Wednesday, January 26, 2011

Yves Marchand and Romain Meffre - the Ruins of Detroit

Since 2005 Parisians Yves Marchand and Romain Meffre have been documenting the collapse of the American Dream in Detroit. Here are some of the photographs. You can see more on their site: http://www.marchandmeffre.com or get their Steidl published book, The Ruins of Detroit.

Michigan Central Station

United Artists Theater

Fisher Body 21 Plant

Ballroom, Lee Plaza Hotel

They have this to say:

At the end of the XIXth Century, mankind was about to fulfill an old dream. The idea of a fast and autonomous means of displacement was slowly becoming a reality for engineers all over the world. Thanks to its ideal location on the Great Lakes Basin, the city of Detroit was about to generate its own industrial revolution.
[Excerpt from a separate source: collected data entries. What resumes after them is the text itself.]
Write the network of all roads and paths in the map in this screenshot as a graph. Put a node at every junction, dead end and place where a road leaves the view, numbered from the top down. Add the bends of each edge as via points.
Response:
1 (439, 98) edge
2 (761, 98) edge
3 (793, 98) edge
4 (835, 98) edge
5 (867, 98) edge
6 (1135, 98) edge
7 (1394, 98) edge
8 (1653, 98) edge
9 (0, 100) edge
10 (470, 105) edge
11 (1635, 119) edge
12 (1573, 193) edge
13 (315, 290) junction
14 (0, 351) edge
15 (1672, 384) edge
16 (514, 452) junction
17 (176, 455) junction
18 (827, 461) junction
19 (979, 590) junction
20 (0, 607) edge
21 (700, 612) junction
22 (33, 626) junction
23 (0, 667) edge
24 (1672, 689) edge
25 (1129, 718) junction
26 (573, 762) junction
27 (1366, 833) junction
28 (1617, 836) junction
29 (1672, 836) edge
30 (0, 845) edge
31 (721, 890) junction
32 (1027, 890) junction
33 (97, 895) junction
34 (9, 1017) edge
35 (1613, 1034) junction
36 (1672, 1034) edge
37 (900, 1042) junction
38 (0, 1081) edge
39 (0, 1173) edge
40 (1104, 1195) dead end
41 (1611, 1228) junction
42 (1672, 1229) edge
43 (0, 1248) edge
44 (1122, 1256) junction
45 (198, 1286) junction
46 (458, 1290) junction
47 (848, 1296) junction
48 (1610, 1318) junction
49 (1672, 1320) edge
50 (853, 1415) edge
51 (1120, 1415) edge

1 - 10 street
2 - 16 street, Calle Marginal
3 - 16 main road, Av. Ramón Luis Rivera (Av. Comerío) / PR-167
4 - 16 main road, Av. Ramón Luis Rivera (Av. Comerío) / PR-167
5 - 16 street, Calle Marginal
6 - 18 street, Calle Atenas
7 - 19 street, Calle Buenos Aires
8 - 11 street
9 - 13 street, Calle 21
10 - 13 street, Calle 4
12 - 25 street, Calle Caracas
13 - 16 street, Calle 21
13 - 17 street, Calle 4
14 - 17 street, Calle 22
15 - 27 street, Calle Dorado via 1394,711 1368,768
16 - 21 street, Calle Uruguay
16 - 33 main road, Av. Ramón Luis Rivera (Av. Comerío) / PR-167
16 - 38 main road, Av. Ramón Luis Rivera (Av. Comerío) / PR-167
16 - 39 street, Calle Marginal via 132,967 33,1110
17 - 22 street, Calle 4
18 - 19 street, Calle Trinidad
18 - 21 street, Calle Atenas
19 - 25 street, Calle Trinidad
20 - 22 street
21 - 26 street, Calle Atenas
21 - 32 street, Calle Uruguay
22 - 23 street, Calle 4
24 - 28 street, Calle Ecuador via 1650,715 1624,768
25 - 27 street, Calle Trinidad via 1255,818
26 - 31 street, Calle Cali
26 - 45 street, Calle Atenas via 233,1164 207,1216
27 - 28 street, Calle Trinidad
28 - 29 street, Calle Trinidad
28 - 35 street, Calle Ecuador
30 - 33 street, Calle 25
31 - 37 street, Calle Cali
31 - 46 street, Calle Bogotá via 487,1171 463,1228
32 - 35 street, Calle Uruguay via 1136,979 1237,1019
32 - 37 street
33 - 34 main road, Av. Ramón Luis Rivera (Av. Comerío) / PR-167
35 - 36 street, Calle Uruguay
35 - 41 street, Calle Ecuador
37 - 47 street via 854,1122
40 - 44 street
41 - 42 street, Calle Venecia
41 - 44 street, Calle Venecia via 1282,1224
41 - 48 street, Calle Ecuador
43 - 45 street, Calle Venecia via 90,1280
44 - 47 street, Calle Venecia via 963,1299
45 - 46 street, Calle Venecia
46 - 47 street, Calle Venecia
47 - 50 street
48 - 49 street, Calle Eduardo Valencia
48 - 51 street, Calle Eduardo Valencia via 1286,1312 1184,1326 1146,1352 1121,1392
Visionary engineers and entrepreneurs flocked to its borders.

In 1913, up-and-coming car manufacturer Henry Ford perfected the first large-scale assembly line. Within few years, Detroit was about to become the world capital of automobile and the cradle of modern mass-production. For the first time of history, affluence was within the reach of the mass of people. Monumental skyscrapers and fancy neighborhoods put the city’s wealth on display. Detroit became the dazzling beacon of the American Dream. Thousands of migrants came to find a job. By the 50's, its population rose to almost 2 million people. Detroit became the 4th largest city in the United States.

The automobile moved people faster and farther. Roads, freeways and parking lots forever reshaped the landscape. At the beginning of the 50's, plants were relocated in Detroit's periphery. The white middle-class began to leave the inner city and settled in new mass-produced suburban towns. Highways frayed the urban fabric. De-industrialization and segregation increased. In 1967, social tensions exploded into one of the most violent urban riots in American history. The population exodus accelerated and whole neighborhoods began to vanish. Outdated downtown buildings emptied. Within fifty years Detroit lost more than half of its population.

Detroit, industrial capital of the XXth Century, played a fundamental role shaping the modern world. The logic that created the city also destroyed it. Nowadays, unlike anywhere else, the city’s ruins are not isolated details in the urban environment. They have become a natural component of the landscape. Detroit presents all archetypal buildings of an American city in a state of mummification. Its splendid decaying monuments are, no less than the Pyramids of Egypt, the Coliseum of Rome, or the Acropolis in Athens, remnants of the passing of a great Empire.